SCEP
Click SCEP on the Options tab and configure the following settings.
URL
Paste the SCEP URL value obtained when Getting Certificate Enrollment Gateway settings for MDM.
Mandatory: Yes.
Name
Enter the name of the SCEP service to display on the device.
Mandatory: Yes.
Redistribute Profile
Select Never.
Mandatory: Yes.
Subject
Enter the Subject Distinguished Name to include in the Certificate Signing Requests (CSRs). The enrollment process will ignore this dummy value and use the digital identifier.
See Adding digital identifiers to a Certificate Enrollment Gateway for MDM for details on digital identifiers.
Mandatory: Yes.
Subject Alternative Name Type
Select the type of Subject Alternative Name.
Mandatory: No.
Retries
Select the maximum number of retries after a PENDING response.
Mandatory: No.
Retry delay
Select the period between retries.
Mandatory: No.
Challenge type
Select Dynamic Entrust.
Mandatory: Yes.
Entrust Web Service URL
Paste the MDM-WS-URL value obtained when Getting Certificate Enrollment Gateway settings for MDM.
Mandatory: Yes.
Administrator Username
Paste the User ID value obtained when Getting Certificate Enrollment Gateway settings for MDM.
Mandatory: Yes.
Administrator Password
Paste the Password value obtained when Getting Certificate Enrollment Gateway settings for MDM.
Mandatory: Yes.
Verify Password
Paste the Password value obtained when Getting Certificate Enrollment Gateway settings for MDM.
Mandatory: Yes.
Digital ID Configuration Name
Paste the Name value obtained when Getting Certificate Enrollment Gateway settings for MDM.
Mandatory: Yes.
Group Name
Enter a name for the group.
Mandatory: When the RDN Format of the digital identifier includes the <iggroup> variable. In this case, Jamf will automatically map this Group Name to the <iggroup> variable.

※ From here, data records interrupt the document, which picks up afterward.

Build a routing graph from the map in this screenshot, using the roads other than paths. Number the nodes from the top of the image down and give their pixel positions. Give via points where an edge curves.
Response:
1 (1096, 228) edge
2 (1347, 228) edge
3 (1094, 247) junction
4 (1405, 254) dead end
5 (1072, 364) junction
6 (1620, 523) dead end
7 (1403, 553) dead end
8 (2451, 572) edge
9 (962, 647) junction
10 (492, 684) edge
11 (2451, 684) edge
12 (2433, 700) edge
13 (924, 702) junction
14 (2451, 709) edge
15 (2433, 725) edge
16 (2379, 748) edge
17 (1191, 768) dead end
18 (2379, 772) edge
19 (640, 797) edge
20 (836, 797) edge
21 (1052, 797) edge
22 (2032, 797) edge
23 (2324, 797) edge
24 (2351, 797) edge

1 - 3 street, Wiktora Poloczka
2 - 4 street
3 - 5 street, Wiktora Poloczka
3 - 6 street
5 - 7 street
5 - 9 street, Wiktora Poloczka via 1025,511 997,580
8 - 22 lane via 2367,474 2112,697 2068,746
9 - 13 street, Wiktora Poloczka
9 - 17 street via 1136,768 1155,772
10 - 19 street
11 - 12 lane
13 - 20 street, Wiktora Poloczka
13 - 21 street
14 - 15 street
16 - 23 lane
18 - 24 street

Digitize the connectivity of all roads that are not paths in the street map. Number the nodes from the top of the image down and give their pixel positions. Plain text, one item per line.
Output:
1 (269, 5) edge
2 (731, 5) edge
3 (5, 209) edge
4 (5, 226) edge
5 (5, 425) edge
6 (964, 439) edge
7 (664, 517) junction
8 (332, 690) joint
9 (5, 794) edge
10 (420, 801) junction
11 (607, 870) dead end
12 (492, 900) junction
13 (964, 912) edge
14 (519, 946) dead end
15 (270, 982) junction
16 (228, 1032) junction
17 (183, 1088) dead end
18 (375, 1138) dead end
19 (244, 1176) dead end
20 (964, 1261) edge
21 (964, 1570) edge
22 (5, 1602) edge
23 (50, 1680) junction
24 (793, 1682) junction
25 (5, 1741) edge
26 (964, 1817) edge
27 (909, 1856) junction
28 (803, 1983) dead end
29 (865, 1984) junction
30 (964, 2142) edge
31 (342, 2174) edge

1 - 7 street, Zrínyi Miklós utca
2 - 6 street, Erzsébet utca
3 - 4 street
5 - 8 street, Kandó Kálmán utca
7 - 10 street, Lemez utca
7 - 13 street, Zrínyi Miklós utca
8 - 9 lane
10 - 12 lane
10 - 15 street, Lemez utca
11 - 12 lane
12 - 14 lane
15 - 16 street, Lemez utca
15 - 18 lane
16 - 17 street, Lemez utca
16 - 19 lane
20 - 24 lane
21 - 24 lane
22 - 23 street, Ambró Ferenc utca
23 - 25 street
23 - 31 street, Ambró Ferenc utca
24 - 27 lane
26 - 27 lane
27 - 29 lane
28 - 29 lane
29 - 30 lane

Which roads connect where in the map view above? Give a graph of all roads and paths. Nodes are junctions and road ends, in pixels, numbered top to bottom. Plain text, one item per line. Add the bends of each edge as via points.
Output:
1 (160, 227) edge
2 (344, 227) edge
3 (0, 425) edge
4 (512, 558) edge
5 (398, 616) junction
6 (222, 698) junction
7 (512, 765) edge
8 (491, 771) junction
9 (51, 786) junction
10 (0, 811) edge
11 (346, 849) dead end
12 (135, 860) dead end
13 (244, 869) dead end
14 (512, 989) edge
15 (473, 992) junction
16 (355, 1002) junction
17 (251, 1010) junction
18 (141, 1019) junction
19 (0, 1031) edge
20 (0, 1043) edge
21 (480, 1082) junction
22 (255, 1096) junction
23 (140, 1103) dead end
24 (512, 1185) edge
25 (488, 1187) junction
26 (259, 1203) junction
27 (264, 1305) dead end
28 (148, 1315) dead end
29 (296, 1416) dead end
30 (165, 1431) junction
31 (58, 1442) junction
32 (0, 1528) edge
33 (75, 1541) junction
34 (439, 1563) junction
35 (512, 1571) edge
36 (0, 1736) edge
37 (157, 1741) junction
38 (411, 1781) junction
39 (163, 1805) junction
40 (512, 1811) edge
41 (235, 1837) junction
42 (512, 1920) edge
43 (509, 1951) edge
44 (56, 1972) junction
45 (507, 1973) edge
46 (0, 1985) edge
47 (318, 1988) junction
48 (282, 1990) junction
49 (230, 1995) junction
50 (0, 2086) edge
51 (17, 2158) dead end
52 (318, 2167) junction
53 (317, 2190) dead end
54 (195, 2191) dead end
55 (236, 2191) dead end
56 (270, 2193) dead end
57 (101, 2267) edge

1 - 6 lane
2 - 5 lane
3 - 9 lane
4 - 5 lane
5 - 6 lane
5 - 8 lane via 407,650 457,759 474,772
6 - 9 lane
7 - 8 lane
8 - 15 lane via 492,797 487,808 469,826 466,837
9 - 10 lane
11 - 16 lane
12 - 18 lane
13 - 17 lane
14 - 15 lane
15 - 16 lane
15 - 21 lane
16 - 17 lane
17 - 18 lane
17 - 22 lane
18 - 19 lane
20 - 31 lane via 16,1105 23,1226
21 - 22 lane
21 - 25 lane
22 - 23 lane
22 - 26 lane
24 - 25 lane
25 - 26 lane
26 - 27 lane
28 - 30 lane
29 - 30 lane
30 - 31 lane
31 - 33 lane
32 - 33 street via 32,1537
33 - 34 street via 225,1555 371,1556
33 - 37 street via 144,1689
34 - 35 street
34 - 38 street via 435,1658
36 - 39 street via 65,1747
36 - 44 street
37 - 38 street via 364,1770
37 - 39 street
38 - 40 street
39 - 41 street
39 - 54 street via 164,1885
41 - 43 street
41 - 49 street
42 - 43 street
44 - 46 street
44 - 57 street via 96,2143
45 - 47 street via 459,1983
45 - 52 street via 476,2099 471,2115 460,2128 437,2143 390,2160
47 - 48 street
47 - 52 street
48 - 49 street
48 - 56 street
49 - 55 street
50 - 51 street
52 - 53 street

See Adding digital identifiers to a Certificate Enrollment Gateway for MDM for details on digital identifiers.
RDN Variables
Enter a value for each variable evaluated by the RDN Format of the digital identifier.
See Adding digital identifiers to a Certificate Enrollment Gateway for MDM for details on digital identifiers.
To use Jamf dynamic values, insert the following variables:
Omit the following variables from the list of RDN Variables.
<igusername>
<devicetype>
These two variables do not need to be added because Jamf always provides values for these variables.
Mandatory: Yes.
Key Size
Select one of the following values.
2048
4096
Entrust PKIaaS does not support key sizes below 2048.
Mandatory: Yes.
Use as digital signature
Check to use the enrolled certificates for signing data.
Mandatory: No.
Use for key encipherment
Check to use the enrolled certificates for ciphering keys.
Mandatory: No.
Fingerprint
Paste the SHA-256 fingerprint (in hexadecimal format) of the whole root CA certificate in DER binary encoding (not in PEM). You can obtain this value from the certificate properties or run the following commands.
certutil -hashfile rootca.der SHA256
openssl x509 -fingerprint -sha256 -noout -in rootca.crt | sed "s/[:]//g"
Mandatory: Yes. It is recommended to always configure this field when possible.